In an important contribution to the debate on how members of DB plans can pay for advice on whether to transfer out, the FT’s Jo Cumbo calls for the financial advice bill – regardless of whether the answer is “yes” or “no”, to be paid by the DB scheme.

The suggestion is very helpful;  this practice is already in place for individuals to pay tax bills arising from stealth taxes on pension accrual where individuals inadvertently breach annual allowances. Schemes are getting used to docking pensions for divorce settlements and the administrative processes needed to administer the advice payments are already in place.

Royal London’s Steve Webb has now come in alongside this suggestion.

Indeed – but if contingent charging was banned we’ve also suggested in our submission that the impact could be mitigated by allowing advice costs to be debited against DB rights, in line with your column this week in @pensions_expert https://t.co/f2uDMAXR3o

— Steve Webb (@stevewebb1) February 7, 2019

This is a rare example in pensions of a news reporter making the news!


The ironies of over-information

Most of the time, prospective pensioners walk into life-changing financial decisions surrounding their defined benefit pension schemes with little or no knowledge of the decisions they are taking. An example being the taking of tax-free cash, which is now so much the default that actuaries assume it will happen in scheme funding calculations.

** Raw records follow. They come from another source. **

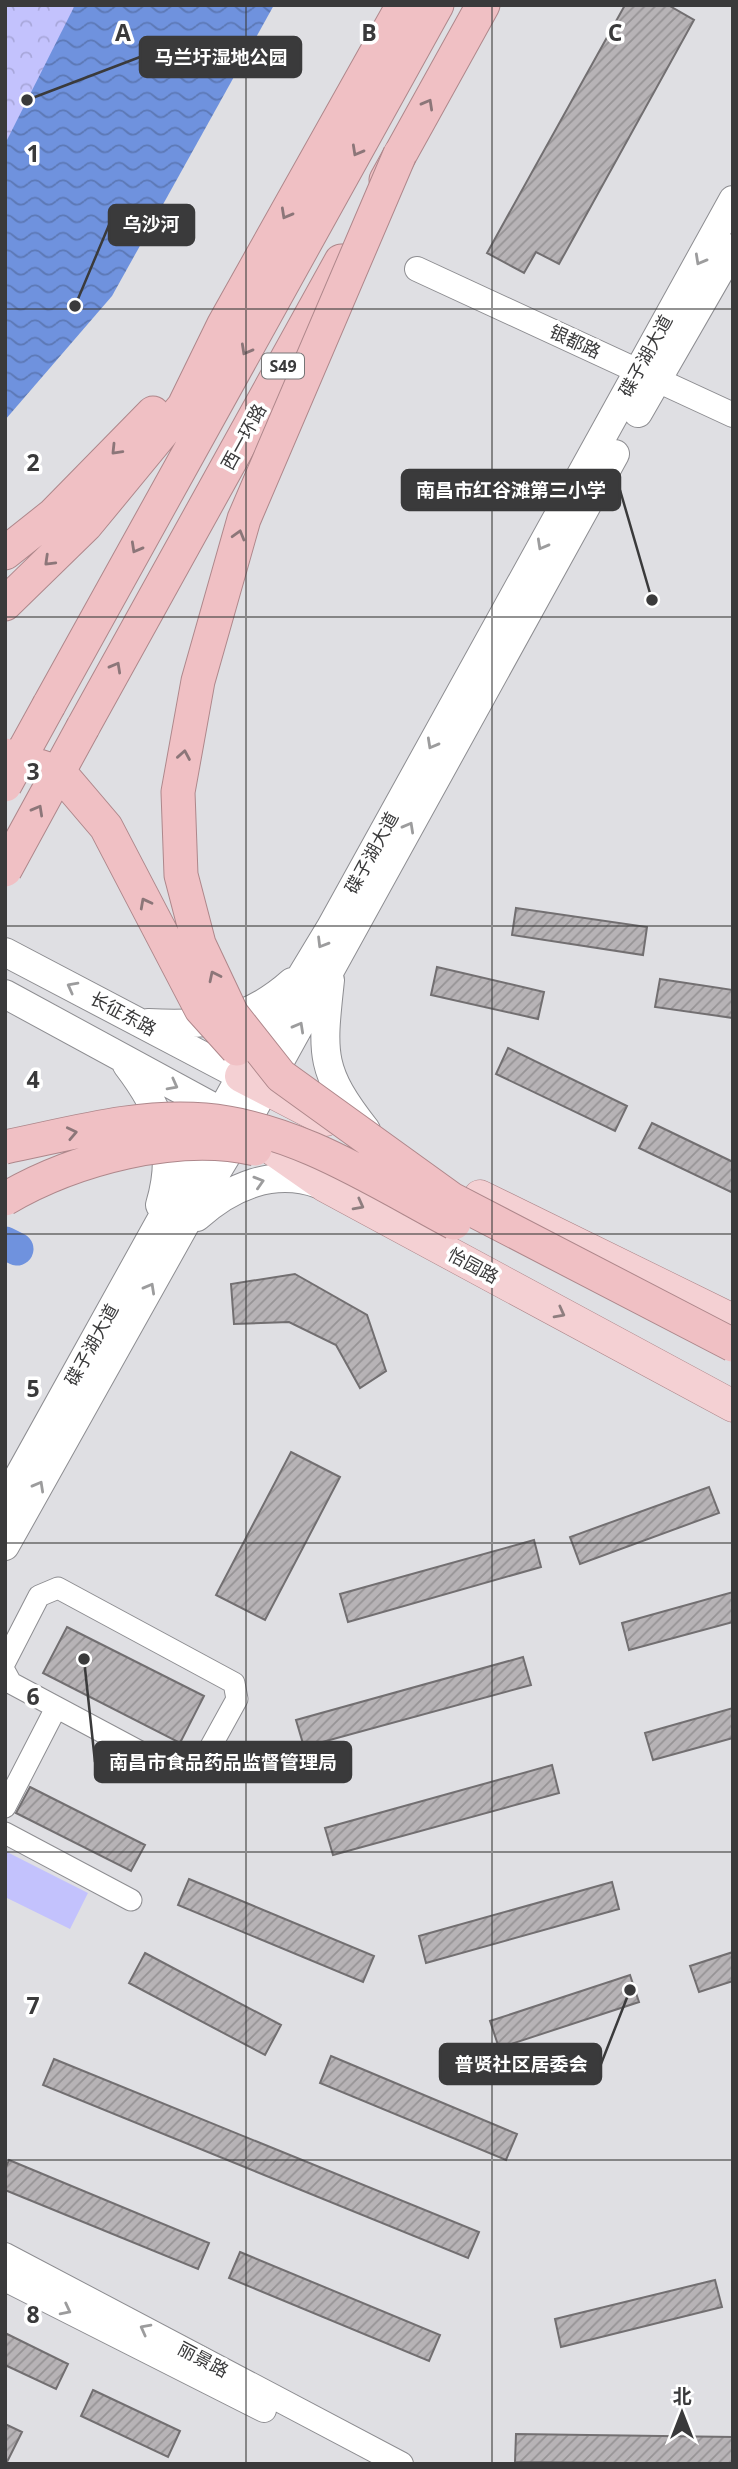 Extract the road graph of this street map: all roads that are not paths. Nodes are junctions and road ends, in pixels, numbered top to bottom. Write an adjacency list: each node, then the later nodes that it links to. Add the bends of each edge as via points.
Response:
1 (403, 5): 8 (highway, one-way to 8)
2 (437, 5): 14 (highway, S49, one-way to 14, bridge)
3 (482, 5): 4 (highway, 西一环路 / S49, one-way to 3)
4 (400, 154): 15 (highway, 西一环路 / S49, one-way to 4, bridge); 27 (highway, one-way to 4, bridge, via 281,1076 232,1014 199,944 181,875 178,792 193,705 244,519)
5 (733, 200): 9 (main road, 碟子湖大道, one-way to 9)
6 (733, 248): 9 (main road, 碟子湖大道)
7 (417, 269): 9 (street, 银都路)
8 (224, 324): 11 (highway, one-way to 11, via 163,403 53,515); 12 (highway, one-way to 12, via 184,406 86,525)
9 (647, 376): 10 (street, 银都路); 17 (main road, 碟子湖大道)
10 (733, 415)
11 (5, 553)
12 (5, 604)
13 (5, 755): 27 (highway, one-way to 13, bridge, via 272,1087 201,1009 106,827 60,773)
14 (5, 785)
15 (5, 870)
16 (5, 952): 19 (main road, 长征东路, one-way to 16)
17 (318, 970): 19 (main road, via 224,1021 195,1026); 21 (main road, 碟子湖大道); 23 (main road, via 326,1064 338,1094)
18 (5, 994): 20 (main road)
19 (139, 1022): 21 (main road, 长征东路)
20 (121, 1057): 22 (main road, one-way to 22); 29 (main road, via 145,1088 164,1126 167,1169)
21 (253, 1083): 22 (main road, 碟子湖大道); 23 (main road)
22 (233, 1120): 25 (main road, 怡园路); 28 (main road, 碟子湖大道); 29 (main road, 碟子湖大道)
23 (379, 1146): 30 (main road)
24 (5, 1147): 27 (highway, one-way to 27, bridge, via 123,1123 204,1120 270,1133)
25 (325, 1186): 28 (main road, one-way to 25, via 215,1200 253,1182 282,1175); 33 (main road, 怡园路, one-way to 33)
26 (5, 1199): 27 (highway, bridge, via 94,1160 159,1146 238,1145 320,1164)
27 (443, 1206): 31 (highway, bridge); 32 (highway, bridge)
28 (182, 1231): 35 (main road, 碟子湖大道, one-way to 28)
29 (148, 1244): 34 (main road, 碟子湖大道)
30 (733, 1320)
31 (733, 1345)
32 (733, 1369)
33 (733, 1406)
34 (5, 1502)
35 (5, 1546)
36 (5, 1662): 38 (street, via 39,1596 58,1588 234,1683 237,1699 200,1766 187,1771 172,1769)
37 (5, 1672): 38 (street, via 11,1683)
38 (56, 1708): 39 (street)
39 (5, 1807)
40 (5, 1833): 41 (street)
41 (131, 1900)
42 (5, 2255): 45 (street, 丽景路, one-way to 42)
43 (5, 2279): 44 (street, 丽景路, one-way to 44)
44 (364, 2464)
45 (401, 2464)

Many schemes are offering commutation factors that can only be justified by the tax-free outcomes, means that schemes are getting away with poor exchange rates between cash and pension – because people don’t know the questions to ask.

So it’s ironic that the conversion factors surrounding a CETV are accorded so much scrutiny that such a cumbersome vehicle as scheme pays – is actively considered.

The reason it is, is that large parts of the DB pension system are now so fragile that they risk being eroded and falling like cliffs into DC. It needs to be pointed out that there appear to be no losers in such erosion, the advisers are making money, providers are making money and pension schemes are clearing swathes of risk from corporate balance sheets. As with most “win-win-wins”, the dictum we should be reminding ourselves of is..

“If it looks too good to be true – is probably is”.


Case study – me!

When I was 55 , I looked at taking my defined benefit as a transfer to a DC scheme. I was allowed a free transfer quote, prepared at some expense to the scheme by scheme actuaries and administrators. I looked at my CETV and was able to assess whether I would be getting value for the money on offer. I gave myself advice (which I was entitled to) and did not take the money. It wasn’t hard to see that there was a good case at the time for taking the transfer , but I didn’t.

  1. I didn’t trust myself to manage the money successfully
  2. I didn’t trust anyone else!
  3. I didn’t want to be worrying about the markets and the impact on my pension
  4. I had confidence that as a pensioner, I would get my pension paid as long as I was on the planet – and that my partner would get a residual pension too.

Because I did not pay to come to these conclusions , I saved myself around £10,000 (+vat) in advisory fees or a nasty litigious time with an IFA – if I had turned down a recommendation  to transfer on a contingent charge.

I will of course have to live with my decision to get paid a pension rather than take cash, but I am sanguine about that.

If I had taken advice and had a £10,000 charge against my pension, I would have around £25 pm docked from my pension (increasing by RPI each year) for maybe 50 years.

The consequences of eroding pensions by fractional deductions through scheme pays are every bit as serious to my long-term finances as the payment up front. I imagine that in a scheme pays, the VAT I paid would be un-recoverable ( 20% of the £10,000 I was quoted).


The danger of scheme pays

The numbers above are sobering. £10,000 paid to an adviser from a scheme or from the client’s bank account is still £10,000 and that £25 pm is the equivalent of £10,000 whichever way you cut the cake.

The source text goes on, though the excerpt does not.